In [3]:
# %%
# Install required packages (run only once)
import sys
!{sys.executable} -m pip install -q sentence-transformers pinecone python-dotenv pandas tqdm

In [12]:
# %%
# Imports
import os
import hashlib
import pandas as pd
from dotenv import load_dotenv
from pinecone import Pinecone, ServerlessSpec
from tqdm import tqdm
from sentence_transformers import SentenceTransformer

In [None]:
# %%
# Load .env config
load_dotenv()
PINECONE_API_KEY = os.getenv("PINECONE_API_KEY")
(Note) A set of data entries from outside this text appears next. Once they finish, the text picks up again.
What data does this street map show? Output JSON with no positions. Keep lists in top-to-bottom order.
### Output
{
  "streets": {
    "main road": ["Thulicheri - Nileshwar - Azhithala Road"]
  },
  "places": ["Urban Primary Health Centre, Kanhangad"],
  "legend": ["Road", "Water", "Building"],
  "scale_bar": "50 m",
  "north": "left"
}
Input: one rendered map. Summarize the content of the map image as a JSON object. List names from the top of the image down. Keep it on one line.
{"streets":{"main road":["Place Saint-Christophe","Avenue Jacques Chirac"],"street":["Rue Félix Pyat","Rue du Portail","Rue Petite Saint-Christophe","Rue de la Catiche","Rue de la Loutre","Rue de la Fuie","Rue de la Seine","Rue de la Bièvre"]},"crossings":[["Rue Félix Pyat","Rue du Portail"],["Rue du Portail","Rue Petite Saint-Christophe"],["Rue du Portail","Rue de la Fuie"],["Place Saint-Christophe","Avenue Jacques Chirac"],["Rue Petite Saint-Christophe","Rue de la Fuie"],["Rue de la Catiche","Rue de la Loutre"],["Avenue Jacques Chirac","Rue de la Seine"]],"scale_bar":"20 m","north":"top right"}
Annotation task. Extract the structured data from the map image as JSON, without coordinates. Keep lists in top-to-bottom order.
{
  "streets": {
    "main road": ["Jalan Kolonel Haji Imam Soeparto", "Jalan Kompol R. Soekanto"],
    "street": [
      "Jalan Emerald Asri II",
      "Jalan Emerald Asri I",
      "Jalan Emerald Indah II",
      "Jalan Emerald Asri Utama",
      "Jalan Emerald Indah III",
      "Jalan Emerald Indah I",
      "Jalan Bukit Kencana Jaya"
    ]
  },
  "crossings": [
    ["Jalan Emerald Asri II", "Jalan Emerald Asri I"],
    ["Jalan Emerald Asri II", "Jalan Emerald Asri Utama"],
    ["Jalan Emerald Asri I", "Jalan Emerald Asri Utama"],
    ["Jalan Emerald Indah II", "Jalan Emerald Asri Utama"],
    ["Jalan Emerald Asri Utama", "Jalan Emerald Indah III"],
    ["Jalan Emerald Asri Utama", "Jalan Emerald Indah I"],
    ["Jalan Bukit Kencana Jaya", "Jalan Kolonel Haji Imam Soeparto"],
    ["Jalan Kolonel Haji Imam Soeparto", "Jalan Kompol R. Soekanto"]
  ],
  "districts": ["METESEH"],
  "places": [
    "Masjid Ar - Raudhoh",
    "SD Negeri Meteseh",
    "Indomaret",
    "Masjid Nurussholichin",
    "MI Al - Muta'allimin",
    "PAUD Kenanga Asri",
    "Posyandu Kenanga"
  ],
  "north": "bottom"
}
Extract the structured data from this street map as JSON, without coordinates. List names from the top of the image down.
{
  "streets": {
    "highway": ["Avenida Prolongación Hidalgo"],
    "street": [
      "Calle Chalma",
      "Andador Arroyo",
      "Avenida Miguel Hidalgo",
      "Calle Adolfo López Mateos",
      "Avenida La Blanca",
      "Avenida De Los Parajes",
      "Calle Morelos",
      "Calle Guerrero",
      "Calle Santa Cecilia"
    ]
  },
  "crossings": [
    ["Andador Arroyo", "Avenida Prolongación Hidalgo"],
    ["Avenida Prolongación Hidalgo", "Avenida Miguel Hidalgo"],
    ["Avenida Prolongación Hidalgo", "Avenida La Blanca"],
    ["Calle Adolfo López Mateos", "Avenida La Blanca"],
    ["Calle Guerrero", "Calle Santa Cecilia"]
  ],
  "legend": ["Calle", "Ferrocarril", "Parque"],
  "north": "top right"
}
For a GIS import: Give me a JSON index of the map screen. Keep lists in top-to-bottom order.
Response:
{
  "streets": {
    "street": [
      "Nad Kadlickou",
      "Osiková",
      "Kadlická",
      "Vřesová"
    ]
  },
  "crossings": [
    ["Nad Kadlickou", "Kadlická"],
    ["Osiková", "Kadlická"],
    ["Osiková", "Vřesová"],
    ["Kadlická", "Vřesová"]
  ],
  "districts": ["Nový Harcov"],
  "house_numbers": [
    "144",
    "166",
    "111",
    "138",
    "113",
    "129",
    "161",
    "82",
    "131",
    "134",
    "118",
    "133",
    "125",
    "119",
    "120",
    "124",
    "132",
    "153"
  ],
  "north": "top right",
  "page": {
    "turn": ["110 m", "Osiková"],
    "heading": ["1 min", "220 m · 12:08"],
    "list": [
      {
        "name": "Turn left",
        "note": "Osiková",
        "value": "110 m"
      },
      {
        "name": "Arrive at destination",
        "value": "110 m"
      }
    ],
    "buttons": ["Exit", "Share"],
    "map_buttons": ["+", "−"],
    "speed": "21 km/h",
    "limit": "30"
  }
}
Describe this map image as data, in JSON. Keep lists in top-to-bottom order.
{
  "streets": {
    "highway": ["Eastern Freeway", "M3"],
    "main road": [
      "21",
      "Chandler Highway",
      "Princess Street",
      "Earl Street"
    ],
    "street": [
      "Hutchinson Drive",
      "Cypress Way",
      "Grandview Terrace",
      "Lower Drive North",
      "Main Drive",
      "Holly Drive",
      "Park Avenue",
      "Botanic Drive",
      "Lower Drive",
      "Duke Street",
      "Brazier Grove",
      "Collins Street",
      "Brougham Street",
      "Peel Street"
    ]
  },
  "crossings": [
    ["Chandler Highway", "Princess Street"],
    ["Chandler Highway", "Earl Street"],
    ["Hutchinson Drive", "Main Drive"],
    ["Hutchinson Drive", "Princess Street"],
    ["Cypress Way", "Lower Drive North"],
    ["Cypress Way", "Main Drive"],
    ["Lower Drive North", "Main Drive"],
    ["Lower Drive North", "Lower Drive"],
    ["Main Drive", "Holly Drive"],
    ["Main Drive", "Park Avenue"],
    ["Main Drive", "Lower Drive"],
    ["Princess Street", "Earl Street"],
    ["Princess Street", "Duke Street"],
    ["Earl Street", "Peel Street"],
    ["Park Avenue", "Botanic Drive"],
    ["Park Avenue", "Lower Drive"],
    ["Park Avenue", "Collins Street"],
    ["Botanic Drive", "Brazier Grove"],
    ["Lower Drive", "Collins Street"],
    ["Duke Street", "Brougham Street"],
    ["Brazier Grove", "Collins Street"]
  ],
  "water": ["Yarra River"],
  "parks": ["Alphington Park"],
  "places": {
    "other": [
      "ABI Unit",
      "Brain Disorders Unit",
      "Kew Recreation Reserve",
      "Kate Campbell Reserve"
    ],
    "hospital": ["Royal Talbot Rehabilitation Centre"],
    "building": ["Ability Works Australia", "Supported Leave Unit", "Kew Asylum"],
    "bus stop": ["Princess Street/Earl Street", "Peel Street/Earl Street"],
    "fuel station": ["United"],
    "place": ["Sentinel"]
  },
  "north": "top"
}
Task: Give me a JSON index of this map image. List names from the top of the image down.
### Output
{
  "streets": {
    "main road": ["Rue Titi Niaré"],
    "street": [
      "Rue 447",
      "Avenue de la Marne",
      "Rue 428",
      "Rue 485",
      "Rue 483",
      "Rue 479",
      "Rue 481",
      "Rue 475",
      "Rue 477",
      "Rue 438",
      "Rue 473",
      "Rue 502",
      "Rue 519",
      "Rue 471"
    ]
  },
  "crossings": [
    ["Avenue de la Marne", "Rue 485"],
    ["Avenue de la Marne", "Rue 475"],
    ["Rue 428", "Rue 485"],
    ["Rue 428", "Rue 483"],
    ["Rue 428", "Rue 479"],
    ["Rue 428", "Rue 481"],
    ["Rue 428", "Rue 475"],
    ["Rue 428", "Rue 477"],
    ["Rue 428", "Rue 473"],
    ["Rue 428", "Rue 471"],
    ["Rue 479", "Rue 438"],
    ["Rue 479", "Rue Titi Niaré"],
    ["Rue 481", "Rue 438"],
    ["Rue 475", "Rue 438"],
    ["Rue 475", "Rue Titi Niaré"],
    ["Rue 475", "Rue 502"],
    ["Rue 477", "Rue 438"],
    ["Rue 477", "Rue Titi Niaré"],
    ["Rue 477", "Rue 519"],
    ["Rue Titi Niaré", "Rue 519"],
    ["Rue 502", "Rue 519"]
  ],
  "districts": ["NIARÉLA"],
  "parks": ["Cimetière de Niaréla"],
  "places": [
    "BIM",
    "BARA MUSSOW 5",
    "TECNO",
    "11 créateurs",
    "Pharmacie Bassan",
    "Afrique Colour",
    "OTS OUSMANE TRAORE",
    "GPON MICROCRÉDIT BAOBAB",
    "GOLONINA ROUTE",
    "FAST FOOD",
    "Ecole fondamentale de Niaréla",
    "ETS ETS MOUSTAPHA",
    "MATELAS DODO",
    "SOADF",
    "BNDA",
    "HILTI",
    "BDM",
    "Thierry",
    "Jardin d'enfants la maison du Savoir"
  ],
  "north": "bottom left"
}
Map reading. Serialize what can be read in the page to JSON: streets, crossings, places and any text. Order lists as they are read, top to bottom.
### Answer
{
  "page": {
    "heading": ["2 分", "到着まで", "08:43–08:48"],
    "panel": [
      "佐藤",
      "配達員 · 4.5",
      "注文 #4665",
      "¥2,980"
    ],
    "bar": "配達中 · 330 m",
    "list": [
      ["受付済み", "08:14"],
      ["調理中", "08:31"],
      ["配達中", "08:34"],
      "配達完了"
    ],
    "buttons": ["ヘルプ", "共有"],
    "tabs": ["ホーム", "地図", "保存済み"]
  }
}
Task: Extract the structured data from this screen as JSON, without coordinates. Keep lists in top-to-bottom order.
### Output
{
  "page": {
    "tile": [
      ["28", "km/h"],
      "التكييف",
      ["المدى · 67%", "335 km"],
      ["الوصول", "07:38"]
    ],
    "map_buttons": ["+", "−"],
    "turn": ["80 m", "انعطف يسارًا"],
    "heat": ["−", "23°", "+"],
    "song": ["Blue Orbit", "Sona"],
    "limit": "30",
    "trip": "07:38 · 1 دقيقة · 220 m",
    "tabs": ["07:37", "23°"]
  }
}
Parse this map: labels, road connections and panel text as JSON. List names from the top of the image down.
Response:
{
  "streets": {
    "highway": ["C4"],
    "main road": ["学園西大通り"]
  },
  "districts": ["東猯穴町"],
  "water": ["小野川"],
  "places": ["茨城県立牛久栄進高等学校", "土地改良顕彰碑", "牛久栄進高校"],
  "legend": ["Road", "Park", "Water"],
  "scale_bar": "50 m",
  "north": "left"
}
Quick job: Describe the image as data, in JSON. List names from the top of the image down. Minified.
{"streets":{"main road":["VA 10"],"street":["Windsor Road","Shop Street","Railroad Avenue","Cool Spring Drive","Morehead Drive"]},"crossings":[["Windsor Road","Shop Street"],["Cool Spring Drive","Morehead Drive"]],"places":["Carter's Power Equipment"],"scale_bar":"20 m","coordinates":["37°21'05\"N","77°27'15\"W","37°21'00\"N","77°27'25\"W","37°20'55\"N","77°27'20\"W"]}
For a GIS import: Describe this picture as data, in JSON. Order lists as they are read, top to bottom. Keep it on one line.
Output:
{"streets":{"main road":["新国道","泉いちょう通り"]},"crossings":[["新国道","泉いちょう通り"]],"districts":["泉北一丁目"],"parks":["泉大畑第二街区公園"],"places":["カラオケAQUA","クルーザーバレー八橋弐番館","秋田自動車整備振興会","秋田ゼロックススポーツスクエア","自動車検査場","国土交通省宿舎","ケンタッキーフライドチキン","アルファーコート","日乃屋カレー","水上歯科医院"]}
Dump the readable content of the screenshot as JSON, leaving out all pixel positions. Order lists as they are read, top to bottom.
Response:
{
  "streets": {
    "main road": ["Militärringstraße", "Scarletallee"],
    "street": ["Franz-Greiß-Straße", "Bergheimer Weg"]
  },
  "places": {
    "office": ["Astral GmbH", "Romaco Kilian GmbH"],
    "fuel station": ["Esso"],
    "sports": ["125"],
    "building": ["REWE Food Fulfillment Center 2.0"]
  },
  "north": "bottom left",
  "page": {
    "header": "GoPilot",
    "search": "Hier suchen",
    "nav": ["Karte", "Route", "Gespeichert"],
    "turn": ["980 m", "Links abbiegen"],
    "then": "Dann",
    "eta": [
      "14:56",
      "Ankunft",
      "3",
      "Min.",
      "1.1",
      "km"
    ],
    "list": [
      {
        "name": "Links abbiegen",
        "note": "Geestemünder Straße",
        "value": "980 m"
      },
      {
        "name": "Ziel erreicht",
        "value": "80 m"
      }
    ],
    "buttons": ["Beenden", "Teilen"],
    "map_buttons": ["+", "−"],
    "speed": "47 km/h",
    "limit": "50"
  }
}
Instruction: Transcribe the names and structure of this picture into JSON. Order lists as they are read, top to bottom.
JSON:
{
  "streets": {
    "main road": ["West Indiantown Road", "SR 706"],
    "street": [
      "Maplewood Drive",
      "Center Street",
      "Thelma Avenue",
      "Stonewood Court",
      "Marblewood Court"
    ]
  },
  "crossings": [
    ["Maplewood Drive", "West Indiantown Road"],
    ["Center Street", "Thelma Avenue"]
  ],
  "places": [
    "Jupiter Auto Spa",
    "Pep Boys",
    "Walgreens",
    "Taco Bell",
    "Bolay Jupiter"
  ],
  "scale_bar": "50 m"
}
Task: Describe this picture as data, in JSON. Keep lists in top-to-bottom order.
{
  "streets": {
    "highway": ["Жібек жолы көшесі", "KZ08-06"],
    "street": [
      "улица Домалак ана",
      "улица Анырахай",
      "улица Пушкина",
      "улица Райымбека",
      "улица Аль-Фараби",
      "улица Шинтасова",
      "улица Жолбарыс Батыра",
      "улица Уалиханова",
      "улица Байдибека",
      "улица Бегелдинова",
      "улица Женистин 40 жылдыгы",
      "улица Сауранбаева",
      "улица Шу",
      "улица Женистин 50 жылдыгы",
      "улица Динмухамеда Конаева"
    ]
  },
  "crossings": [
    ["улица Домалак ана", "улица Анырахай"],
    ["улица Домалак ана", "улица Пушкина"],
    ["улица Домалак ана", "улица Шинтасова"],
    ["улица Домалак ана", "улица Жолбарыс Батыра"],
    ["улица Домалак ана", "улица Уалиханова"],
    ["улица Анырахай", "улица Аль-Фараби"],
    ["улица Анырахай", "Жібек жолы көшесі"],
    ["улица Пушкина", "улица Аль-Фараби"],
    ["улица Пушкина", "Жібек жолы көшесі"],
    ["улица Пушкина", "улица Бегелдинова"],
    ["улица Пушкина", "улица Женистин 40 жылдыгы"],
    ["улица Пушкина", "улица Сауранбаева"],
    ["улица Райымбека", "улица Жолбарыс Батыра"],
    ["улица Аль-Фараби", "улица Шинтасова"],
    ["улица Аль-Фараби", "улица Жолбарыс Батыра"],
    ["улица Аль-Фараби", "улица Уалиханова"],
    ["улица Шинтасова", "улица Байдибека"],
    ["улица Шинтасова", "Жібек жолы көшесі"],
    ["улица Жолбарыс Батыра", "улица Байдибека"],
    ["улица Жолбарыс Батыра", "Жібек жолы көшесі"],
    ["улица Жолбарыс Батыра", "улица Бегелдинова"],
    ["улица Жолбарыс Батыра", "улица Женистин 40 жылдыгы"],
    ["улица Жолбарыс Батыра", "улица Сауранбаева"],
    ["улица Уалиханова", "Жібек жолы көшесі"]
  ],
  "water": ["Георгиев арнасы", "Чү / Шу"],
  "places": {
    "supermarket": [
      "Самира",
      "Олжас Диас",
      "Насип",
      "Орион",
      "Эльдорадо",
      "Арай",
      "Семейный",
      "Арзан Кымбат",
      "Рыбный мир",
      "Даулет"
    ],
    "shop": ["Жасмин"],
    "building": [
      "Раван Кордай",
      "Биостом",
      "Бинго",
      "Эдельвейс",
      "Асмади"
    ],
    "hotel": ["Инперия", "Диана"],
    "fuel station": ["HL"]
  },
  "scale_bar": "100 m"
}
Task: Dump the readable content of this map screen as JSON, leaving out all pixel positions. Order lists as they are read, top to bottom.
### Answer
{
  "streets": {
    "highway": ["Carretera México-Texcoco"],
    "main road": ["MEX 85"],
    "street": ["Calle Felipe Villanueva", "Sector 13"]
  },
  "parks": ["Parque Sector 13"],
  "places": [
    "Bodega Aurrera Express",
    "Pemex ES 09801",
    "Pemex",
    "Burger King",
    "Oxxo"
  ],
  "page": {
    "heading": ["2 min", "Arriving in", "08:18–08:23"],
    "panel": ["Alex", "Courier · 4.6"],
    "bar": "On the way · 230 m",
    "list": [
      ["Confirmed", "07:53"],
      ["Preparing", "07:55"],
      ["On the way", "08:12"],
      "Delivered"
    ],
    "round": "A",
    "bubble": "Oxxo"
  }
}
assert PINECONE_API_KEY, "❌ PINECONE_API_KEY not found in .env"

In [14]:
# %%
# Load funding dataset
df = pd.read_csv("/Users/kiranmulawad/AI-Funding/2_preprocessing/data/merged_funding_data.csv")

In [15]:
# %%
# Build semantic_corpus with labeled structure
def build_semantic_corpus(row):
    return ". ".join([
        f"name = {row.get('name', '')}",
        f"description = {row.get('description', '')}",
        f"domain = {row.get('domain', '')}",
        f"eligibility = {row.get('eligibility', '')}",
        f"amount = {row.get('amount', '')}",
        f"location = {row.get('location', '')}",
        f"procedure = {row.get('procedure', '')}",
        f"contact = {row.get('contact', '')}",
        f"deadline = {row.get('deadline', '')}"
    ]).strip(". ")

df["semantic_corpus"] = df.apply(build_semantic_corpus, axis=1)

In [16]:
# %%
# Generate stable hash IDs from URLs
def hash_id(text):
    return hashlib.md5(text.encode("utf-8")).hexdigest()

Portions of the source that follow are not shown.